Le compositeur Brian Eno, responsable du son de démarrage bien connu de Windows 95, vient d’adresser une lettre ouverte à Microsoft. Il y dénonce lui aussi la collaboration de la firme de Redmond avec le ministère israélien de la Défense :
« Au milieu des années 1990, Microsoft m’a demandé de composer un petit morceau de musique pour le système d’exploitation Windows 95. Depuis, des millions – voire des milliards – de personnes ont entendu ce son de démarrage qui représentait une porte d’entrée vers un avenir technologique prometteur. J’ai accepté ce projet avec plaisir, comme un défi créatif, et j’ai apprécié l’interaction avec mes contacts au sein de l’entreprise. Je n’aurais jamais cru que cette même entreprise puisse un jour être impliquée dans les mécanismes de l’oppression et de la guerre.

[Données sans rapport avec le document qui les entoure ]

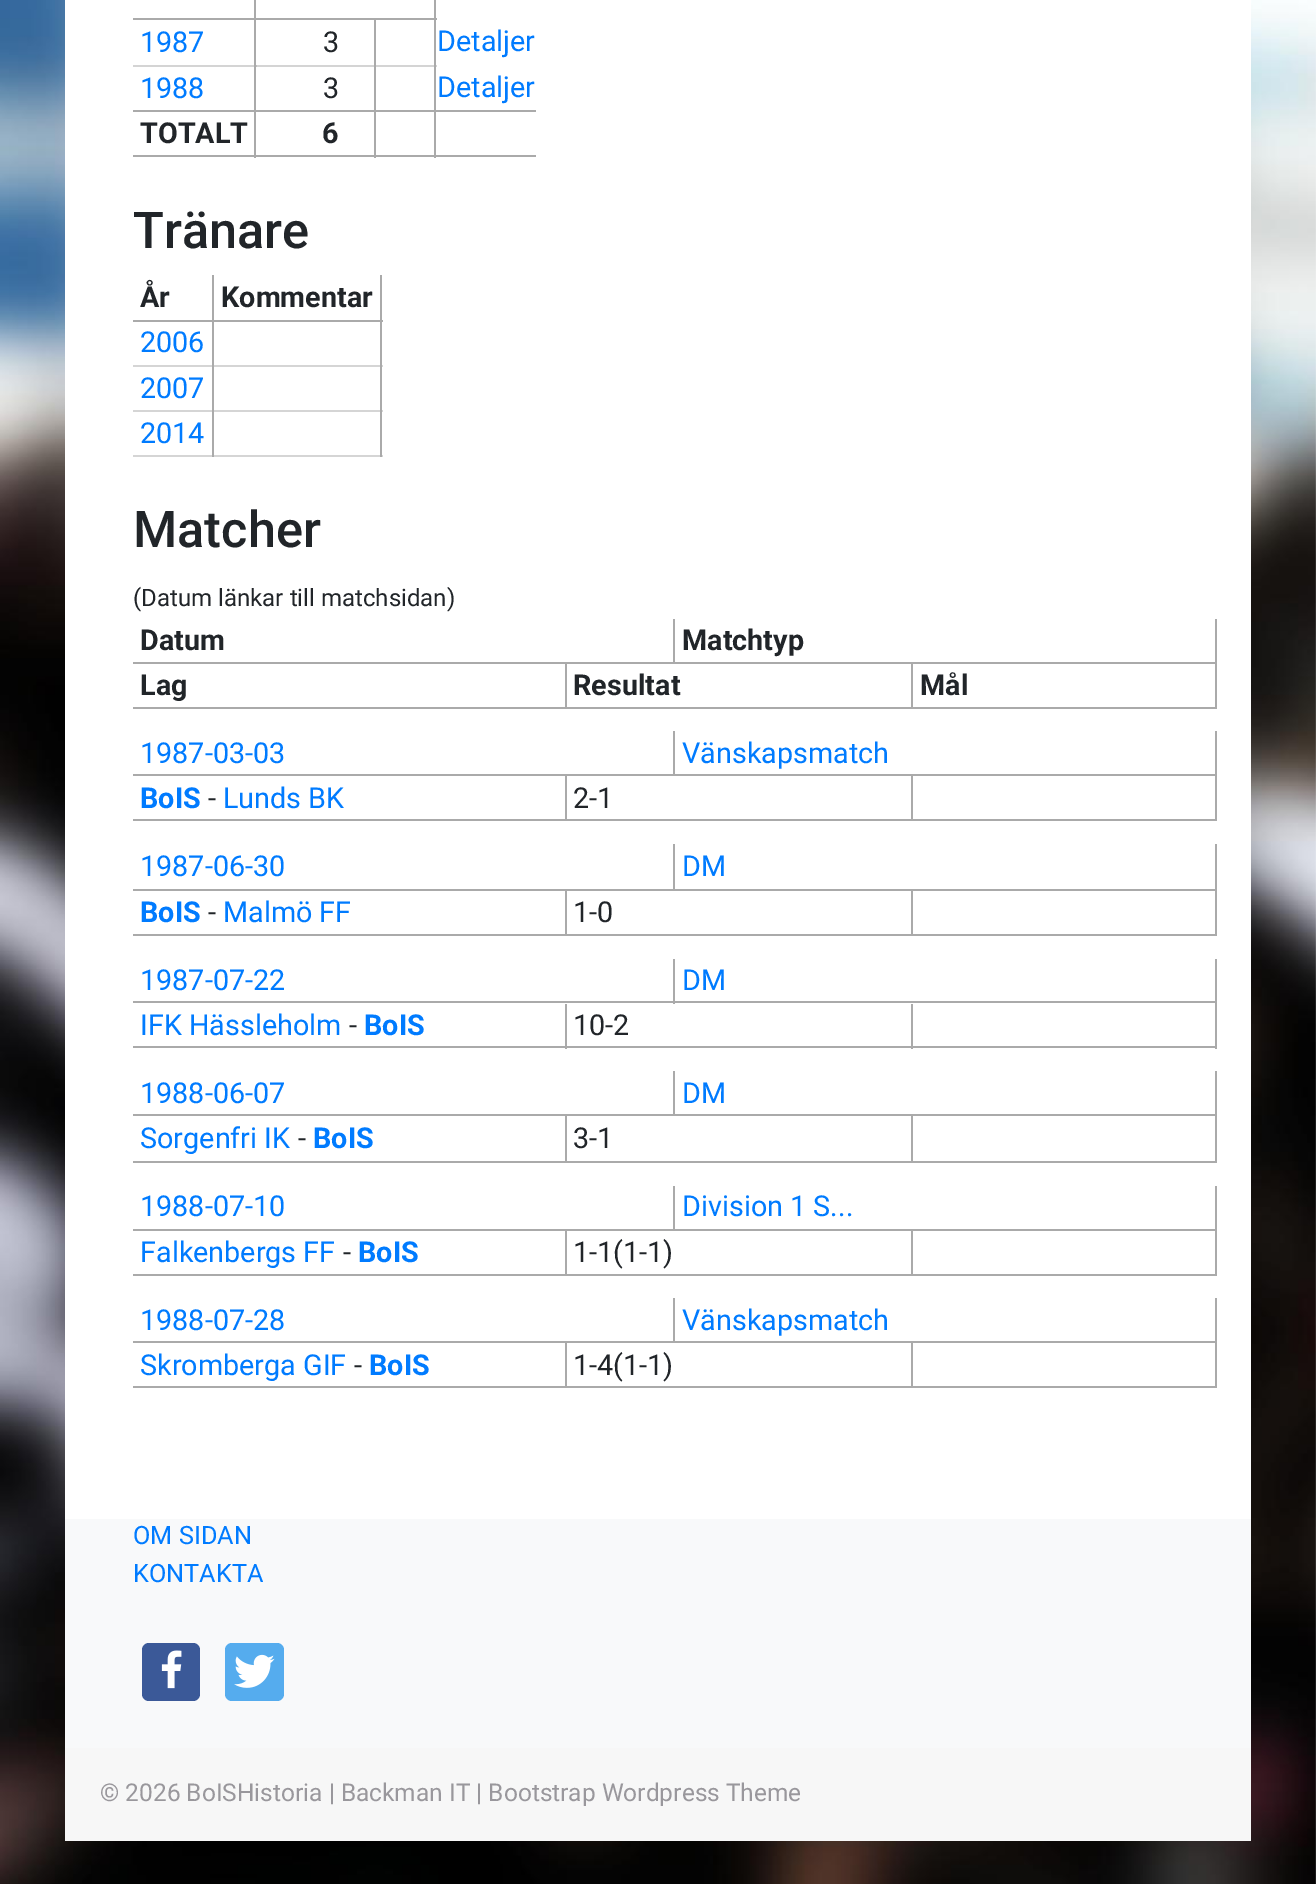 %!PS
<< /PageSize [1316 1884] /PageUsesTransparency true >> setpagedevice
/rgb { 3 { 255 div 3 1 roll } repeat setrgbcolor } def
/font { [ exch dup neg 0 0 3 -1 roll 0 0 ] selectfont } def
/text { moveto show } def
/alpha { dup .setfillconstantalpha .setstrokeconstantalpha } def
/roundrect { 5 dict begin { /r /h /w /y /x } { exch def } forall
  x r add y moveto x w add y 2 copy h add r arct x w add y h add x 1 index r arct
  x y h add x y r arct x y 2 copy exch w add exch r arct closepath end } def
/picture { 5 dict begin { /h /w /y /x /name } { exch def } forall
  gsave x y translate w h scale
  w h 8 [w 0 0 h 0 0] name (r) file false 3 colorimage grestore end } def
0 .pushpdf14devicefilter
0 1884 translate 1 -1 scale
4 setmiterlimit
255 255 255 rgb
0 0 1316 1884 rectfill
(img_01.rgb) 0 0 1316 1884 picture
65 0 1186 1519 rectfill
170 170 170 rgb
133 110 403 2 rectfill
133 155 403 2 rectfill
374 65 2 93 rectfill
434 0 2 158 rectfill
0.5 alpha
374 65 63 2 rectfill
1 alpha
374 18 2 50 rectfill
254 65 2 93 rectfill
0.5 alpha
254 65 122 2 rectfill
1 alpha
254 18 2 50 rectfill
254 18 183 2 rectfill
254 0 2 20 rectfill
133 18 124 2 rectfill
0.5 alpha
133 65 124 2 rectfill
1 alpha
133 320 250 2 rectfill
213 213 213 rgb
133 365 250 2 rectfill
133 410 250 2 rectfill
133 455 250 2 rectfill
170 170 170 rgb
212 275 2 182 rectfill
380 275 2 182 rectfill
673 619 2 45 rectfill
133 662 542 2 rectfill
1215 619 2 90 rectfill
675 662 542 2 rectfill
565 664 2 45 rectfill
133 707 434 2 rectfill
911 664 2 45 rectfill
567 707 650 2 rectfill
673 731 2 45 rectfill
133 774 542 2 rectfill
1215 731 2 90 rectfill
675 774 542 2 rectfill
565 776 2 45 rectfill
133 819 434 2 rectfill
911 776 2 45 rectfill
567 819 650 2 rectfill
673 844 2 47 rectfill
133 889 542 2 rectfill
1215 844 2 92 rectfill
675 889 542 2 rectfill
565 891 2 45 rectfill
133 934 434 2 rectfill
911 891 2 45 rectfill
567 934 650 2 rectfill
673 959 2 45 rectfill
133 1001 542 2 rectfill
1215 959 2 90 rectfill
675 1001 542 2 rectfill
565 1004 2 45 rectfill
133 1046 434 2 rectfill
911 1004 2 45 rectfill
567 1046 650 2 rectfill
673 1071 2 45 rectfill
133 1114 542 2 rectfill
1215 1071 2 92 rectfill
675 1114 542 2 rectfill
565 1116 2 47 rectfill
133 1161 434 2 rectfill
911 1116 2 47 rectfill
567 1161 650 2 rectfill
673 1186 2 45 rectfill
133 1229 542 2 rectfill
1215 1186 2 90 rectfill
675 1229 542 2 rectfill
565 1231 2 45 rectfill
133 1274 434 2 rectfill
911 1231 2 45 rectfill
567 1274 650 2 rectfill
673 1298 2 45 rectfill
133 1341 542 2 rectfill
1215 1298 2 90 rectfill
675 1341 542 2 rectfill
565 1343 2 45 rectfill
133 1386 434 2 rectfill
911 1343 2 45 rectfill
567 1386 650 2 rectfill
248 249 250 rgb
65 1519 1186 229 rectfill
59 89 152 rgb
142 1643 58 58 7 roundrect fill
(img_02.rgb) 161 1650 21 39 picture
85 172 238 rgb
225 1643 59 58 7 roundrect fill
(img_03.rgb) 234 1654 41 34 picture
247 247 247 rgb
65 1748 1186 93 rectfill
/Roboto-Regular 28.75 font
0 123 255 rgb
(1987) 140 52 text
33 37 41 rgb
(3) 323 52 text
0 123 255 rgb
(Detaljer) 437 51 text
(1988) 140 98 text
33 37 41 rgb
(3) 323 98 text
0 123 255 rgb
(Detaljer) 437 97 text
/Roboto-Bold 28.75 font
33 37 41 rgb
(TOTALT) 140 143 text
(6) 322 143 text
/Roboto-Medium 50.5 font
(Tränare) 133 248 text
/Roboto-Bold 28.75 font
(År) 140 307 text
(Kommentar) 221 307 text
/Roboto-Regular 28.75 font
0 123 255 rgb
(2006) 140 352 text
(2007) 140 398 text
(2014) 140 443 text
/Roboto-Medium 50.5 font
33 37 41 rgb
(Matcher) 133 547 text
/Roboto-Regular 24 font
(\(Datum länkar till matchsidan\)) 133 606 text
/Roboto-Bold 28.75 font
(Datum) 140 650 text
(Matchtyp) 682 650 text
(Lag) 140 695 text
(Resultat) 573 695 text
(Mål) 920 695 text
/Roboto-Regular 28.75 font
0 123 255 rgb
(1987-03-03) 140 763 text
(Vänskapsmatch) 682 763 text
/Roboto-Bold 28.75 font
(BoIS) 140 808 text
/Roboto-Regular 28.75 font
33 37 41 rgb
(-) 208 808 text
0 123 255 rgb
(Lunds BK) 223 808 text
33 37 41 rgb
(2-1) 573 808 text
0 123 255 rgb
(1987-06-30) 140 876 text
(DM) 682 876 text
/Roboto-Bold 28.75 font
(BoIS) 140 922 text
/Roboto-Regular 28.75 font
33 37 41 rgb
(-) 208 922 text
0 123 255 rgb
(Malmö FF) 223 922 text
33 37 41 rgb
(1-0) 573 922 text
0 123 255 rgb
(1987-07-22) 140 990 text
(DM) 682 990 text
(IFK Hässleholm) 140 1035 text
33 37 41 rgb
(-) 349 1035 text
/Roboto-Bold 28.75 font
0 123 255 rgb
(BoIS) 364 1035 text
/Roboto-Regular 28.75 font
33 37 41 rgb
(10-2) 573 1035 text
0 123 255 rgb
(1988-06-07) 140 1103 text
(DM) 682 1103 text
(Sorgenfri IK) 140 1148 text
33 37 41 rgb
(-) 298 1148 text
/Roboto-Bold 28.75 font
0 123 255 rgb
(BoIS) 313 1148 text
/Roboto-Regular 28.75 font
33 37 41 rgb
(3-1) 573 1148 text
0 123 255 rgb
(1988-07-10) 140 1216 text
(Division 1 S...) 682 1216 text
(Falkenbergs FF) 140 1262 text
33 37 41 rgb
(-) 343 1262 text
/Roboto-Bold 28.75 font
0 123 255 rgb
(BoIS) 358 1262 text
/Roboto-Regular 28.75 font
33 37 41 rgb
(1-1\(1-1\)) 573 1262 text
0 123 255 rgb
(1988-07-28) 140 1330 text
(Vänskapsmatch) 682 1330 text
(Skromberga GIF) 140 1375 text
33 37 41 rgb
(-) 354 1375 text
/Roboto-Bold 28.75 font
0 123 255 rgb
(BoIS) 369 1375 text
/Roboto-Regular 28.75 font
33 37 41 rgb
(1-4\(1-1\)) 573 1375 text
/Roboto-Regular 25.25 font
0 123 255 rgb
(OM SIDAN) 133 1544 text
(KONTAKTA) 133 1582 text
/Roboto-Regular 24.5 font
153 151 156 rgb
(© 2026 BoISHistoria | Backman IT | Bootstrap Wordpress Theme) 100 1801 text
.poppdf14devicefilter showpage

Aujourd’hui, je suis obligé de parler, non pas en tant que compositeur cette fois, mais en tant que citoyen alarmé par le rôle que joue Microsoft dans un type de composition très différent : celui qui mène à la surveillance, à la violence et à la destruction en Palestine.
Dans un billet de blog daté du 15 mai 2025, Microsoft a reconnu fournir « des logiciels, des services professionnels, des services cloud Azure et des services Azure AI, y compris de la traduction linguistique » au ministère israélien de la Défense. L’entreprise a ensuite précisé qu’« il est important de reconnaître que Microsoft n’a pas de visibilité sur la façon dont les clients utilisent nos logiciels sur leurs propres serveurs ou autres appareils ».
Ces « services » soutiennent un régime qui se livre à des actions qualifiées de génocidaires par d’éminents juristes et organisations de défense des droits de l’homme, des experts des Nations unies et un nombre croissant de gouvernements du monde entier. La collaboration entre Microsoft, le gouvernement et l’armée israéliens n’est pas un secret et implique l’usage de logiciels de l’entreprise dans des technologies mortelles portant des noms soit-disant « amusants » comme « Where’s Daddy » (un système de guidage pour traquer les Palestiniens afin de les faire exploser dans leur domicile).
Vendre et faciliter des services avancés d’IA et de cloud computing à un gouvernement engagé dans un nettoyage ethnique systématique n’est pas du « business as usual ». C’est de la complicité. Si vous construisez sciemment des systèmes qui peuvent permettre des crimes de guerre, vous devenez inévitablement complice de ces crimes.
Nous vivons à une époque où des entreprises comme Microsoft ont souvent plus d’influence que les gouvernements. Je pense qu’un tel pouvoir s’accompagne d’une responsabilité éthique absolue. En conséquence, je demande à Microsoft de suspendre tous les services qui soutiennent des opérations contribuant à des violations du droit international.
Mon nouveau carillon de démarrage est le suivant : soyez solidaires des courageux employés de Microsoft qui ont refusé de rester silencieux. Ils risquent la perte de leurs moyens de subsistance pour défendre des personnes qui ont perdu et continueront à perdre la vie. J’invite les artistes, les personnes oeuvrant dans le domaine des technologies et toutes les personnes de conscience à se joindre à moi dans cet appel.
Je m’engage également à ce que les honoraires que j’ai perçus pour le son de démarrage de Windows 95 servent désormais à aider les victimes des attaques contre Gaza. Si un son peut signaler un véritable changement, que ce soit celui-ci ».